Leak-proof cap with improved seal construction
This invention relates to a leak-proof swimming cap with sealing structure for affecting a water-tight seal around the margin of the cap. More particularly, this invention relates to a swimming cap with sealing structure positioned generally below the wearer's ears, adjacent the mandible, extending upwardly and behind the ears, and over the mastoid process. The sealing structure comprises a cushion structure and an inflatable bladder structure disposed between the cap and the cushion structure.
Latest John L. Runckel, Trust Patents:
This invention relates to leak-proof caps, as exemplified by swimming caps, shower caps and bathing caps.

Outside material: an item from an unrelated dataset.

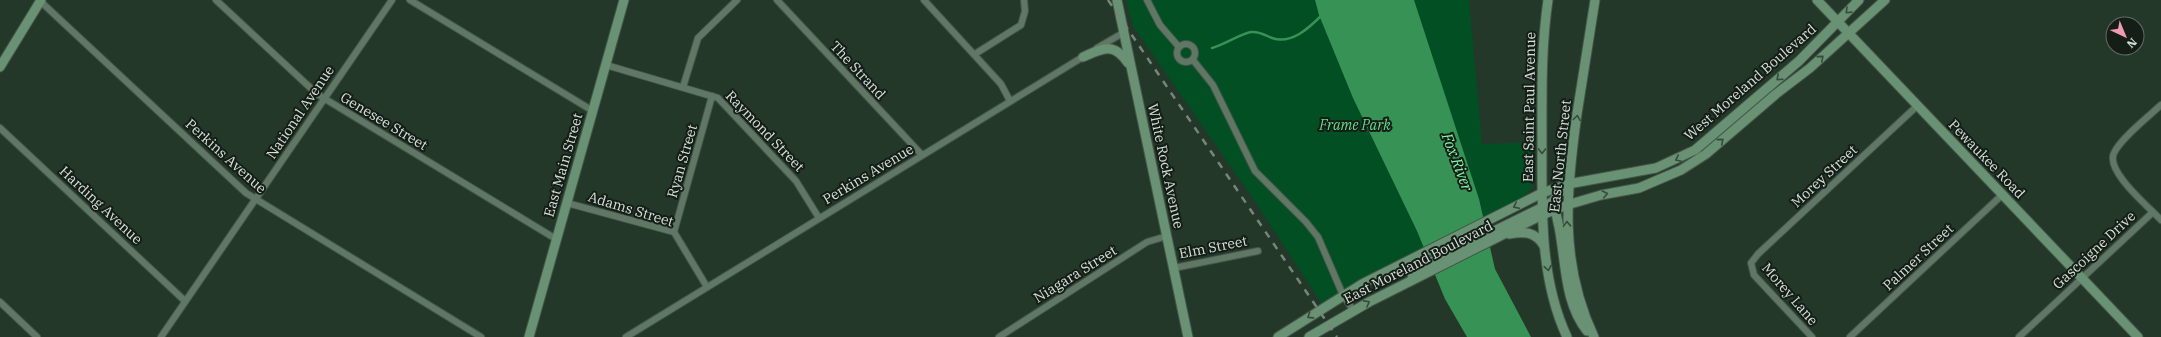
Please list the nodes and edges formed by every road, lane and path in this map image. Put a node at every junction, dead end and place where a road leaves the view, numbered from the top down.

The problem with prior known caps, such as swimming caps, is that they are not entirely water-tight along the length of the margin of the cap that fits against the head. This is because of the irregular shape of the human head and neck, and due to changes in shape caused by the tensing and relaxing of muscles during use of the cap. More specifically, swimming caps have not created a water-tight seal against the head in regions of the head located below and directly adjacent the ears of the head. Furthermore, problems have arisen in obtaining an adequate seal in regions extending across the nape of the neck because of the flexing of muscles in this area during swimming. For example, during the crawl stroke, the neck muscles alternately flex and relax as the head is turned from side to side.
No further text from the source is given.